Work instruction: Lines holding the string "roads": copy each one from the listing below.

Data for this task:
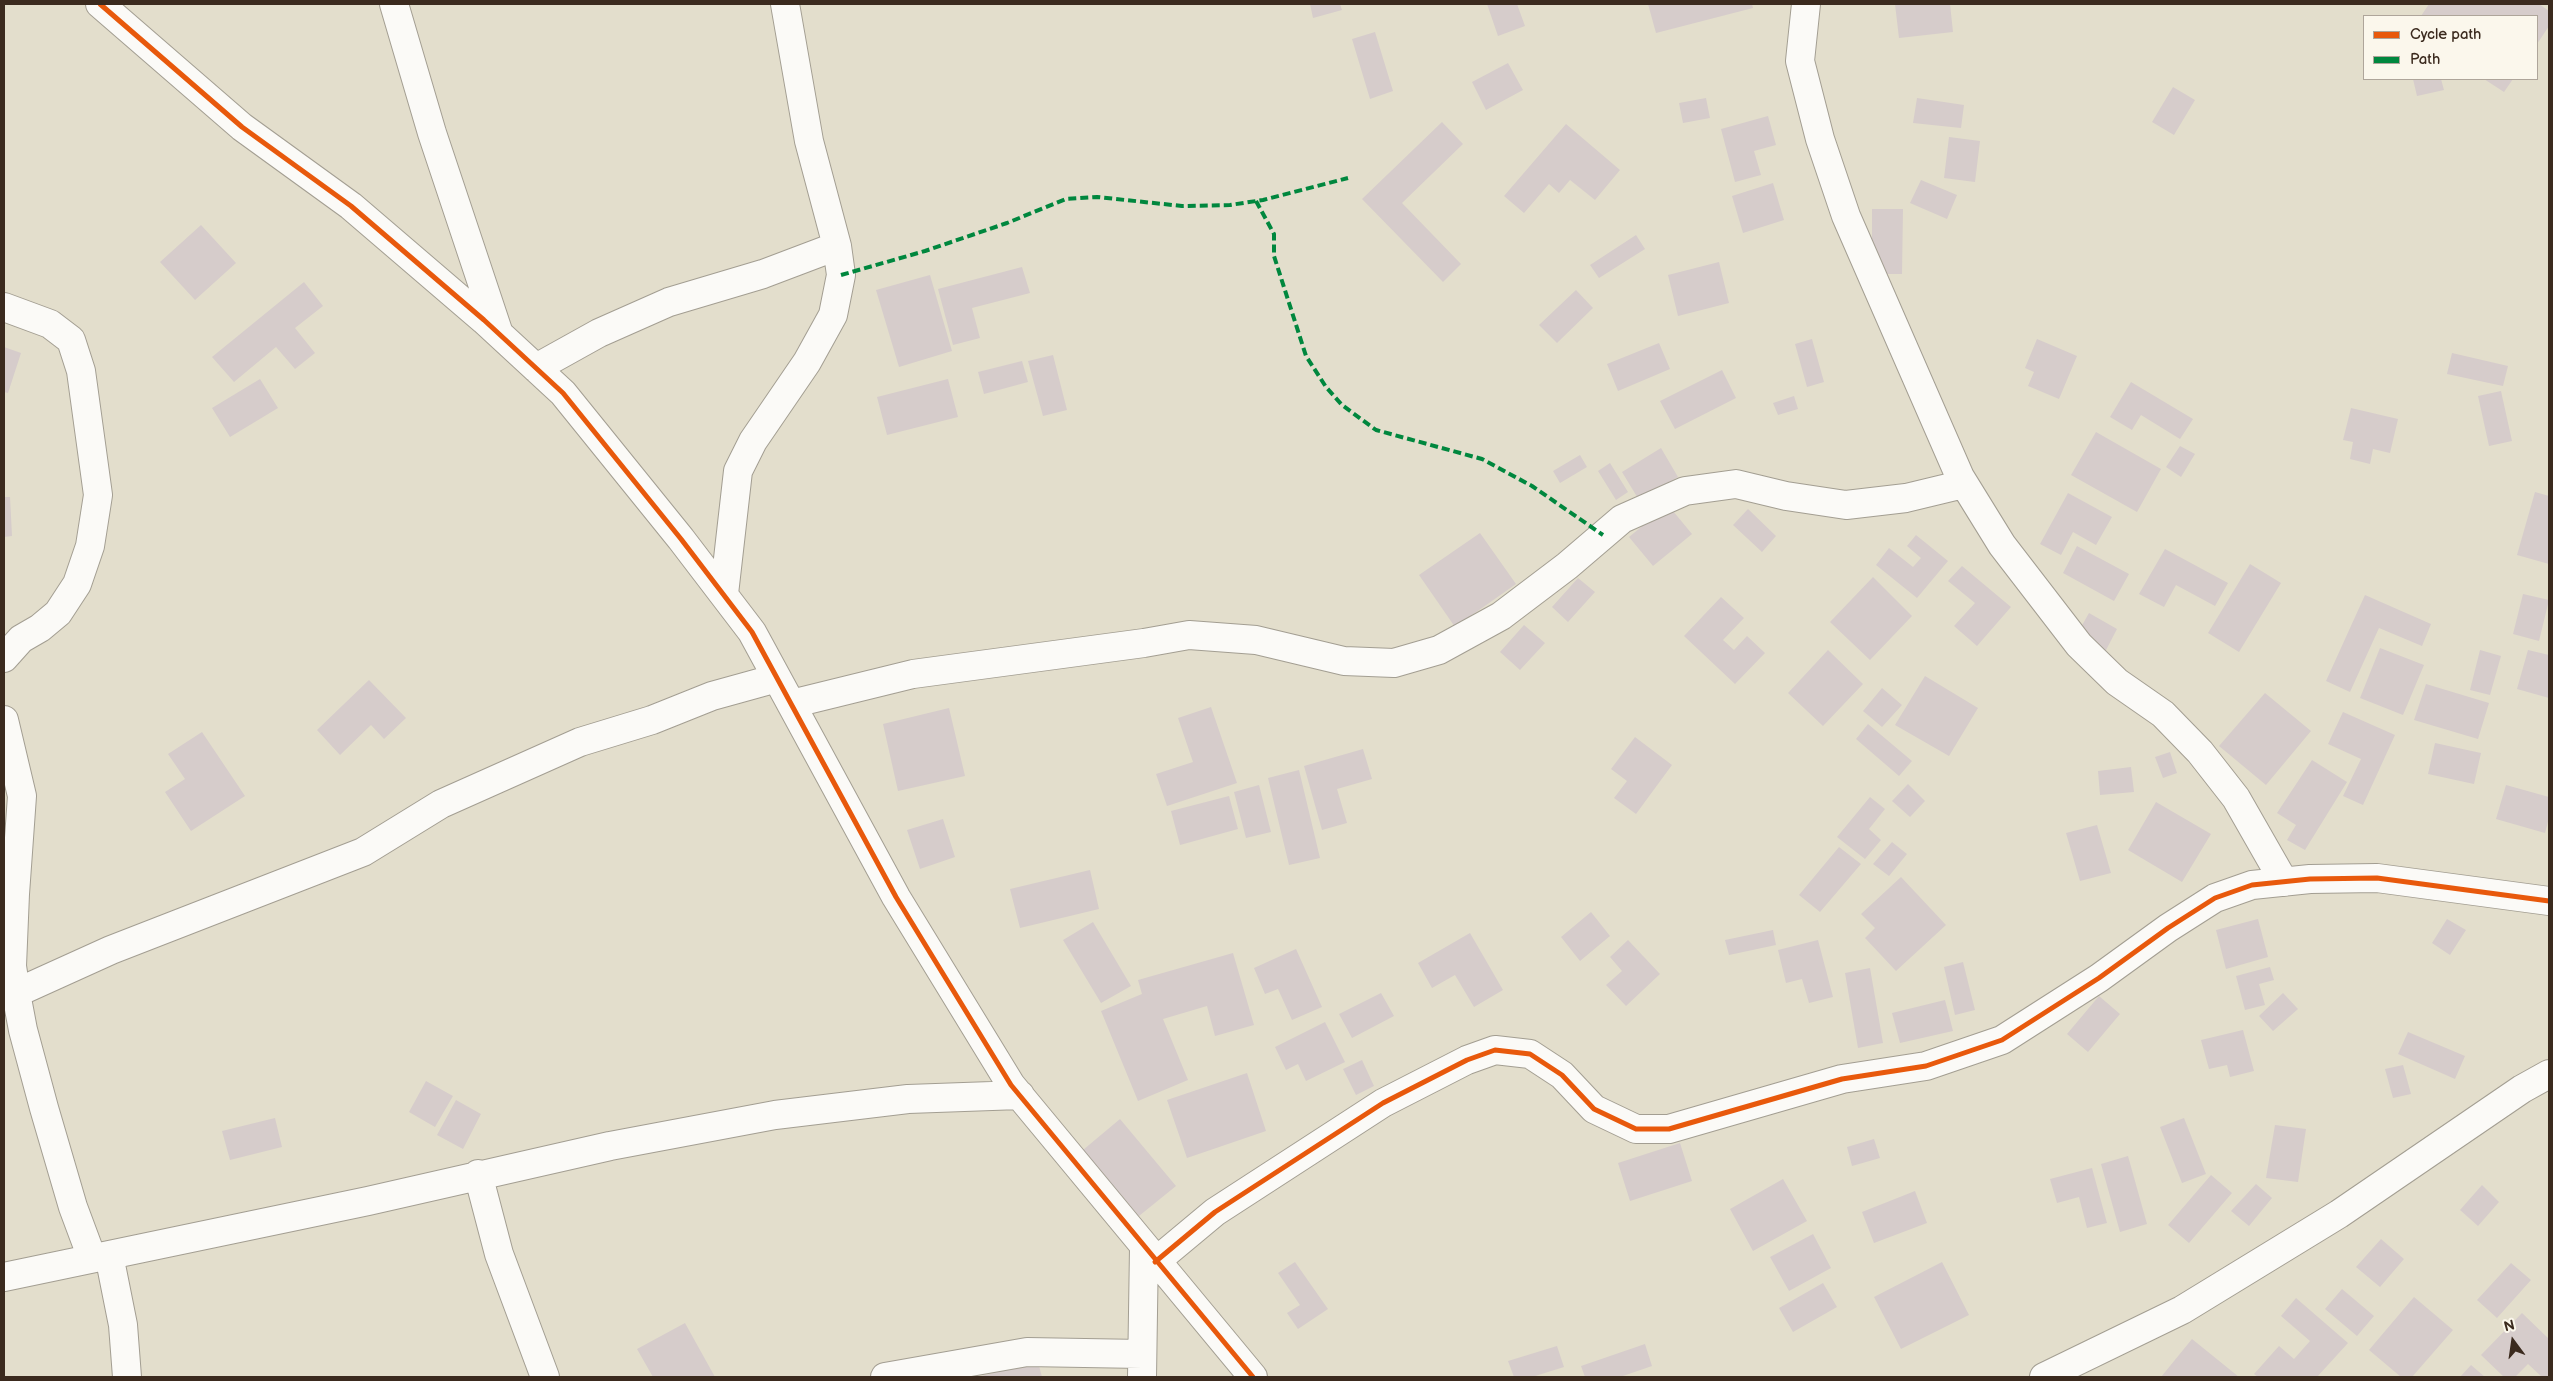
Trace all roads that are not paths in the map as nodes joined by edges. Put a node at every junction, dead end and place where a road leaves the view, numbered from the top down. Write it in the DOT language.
graph roads {
  1 [pos="394,4"];
  2 [pos="785,4"];
  3 [pos="1806,4"];
  4 [pos="115,9"];
  5 [pos="837,246"];
  6 [pos="4,307"];
  7 [pos="499,334"];
  8 [pos="536,368"];
  9 [pos="1964,484"];
  10 [pos="724,594"];
  11 [pos="4,658"];
  12 [pos="777,678"];
  13 [pos="792,704"];
  14 [pos="4,720"];
  15 [pos="2284,882"];
  16 [pos="2549,901"];
  17 [pos="16,993"];
  18 [pos="2549,1074"];
  19 [pos="1020,1096"];
  20 [pos="478,1174"];
  21 [pos="1149,1255"];
  22 [pos="100,1257"];
  23 [pos="4,1277"];
  24 [pos="1142,1366"];
  25 [pos="128,1377"];
  26 [pos="546,1377"];
  27 [pos="885,1377"];
  28 [pos="1252,1377"];
  29 [pos="2044,1377"];
  1 -- 7 [label="street"];
  2 -- 5 [label="street"];
  3 -- 9 [label="street"];
  4 -- 7 [label="street"];
  5 -- 8 [label="street"];
  5 -- 10 [label="street"];
  6 -- 11 [label="street"];
  7 -- 8 [label="street"];
  8 -- 10 [label="street"];
  9 -- 13 [label="street"];
  9 -- 15 [label="street"];
  10 -- 12 [label="street"];
  12 -- 13 [label="street"];
  12 -- 17 [label="street"];
  13 -- 19 [label="street"];
  14 -- 17 [label="street"];
  15 -- 16 [label="street"];
  15 -- 21 [label="street"];
  17 -- 22 [label="street"];
  18 -- 29 [label="street"];
  19 -- 20 [label="street"];
  19 -- 21 [label="street"];
  20 -- 22 [label="street"];
  20 -- 26 [label="street"];
  21 -- 24 [label="street"];
  21 -- 28 [label="street"];
  22 -- 23 [label="street"];
  22 -- 25 [label="street"];
  24 -- 27 [label="street"];
}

Answer to the exercise:
Trace all roads that are not paths in the map as nodes joined by edges. Put a node at every junction, dead end and place where a road leaves the view, numbered from the top down. Write it in the DOT language.
graph roads {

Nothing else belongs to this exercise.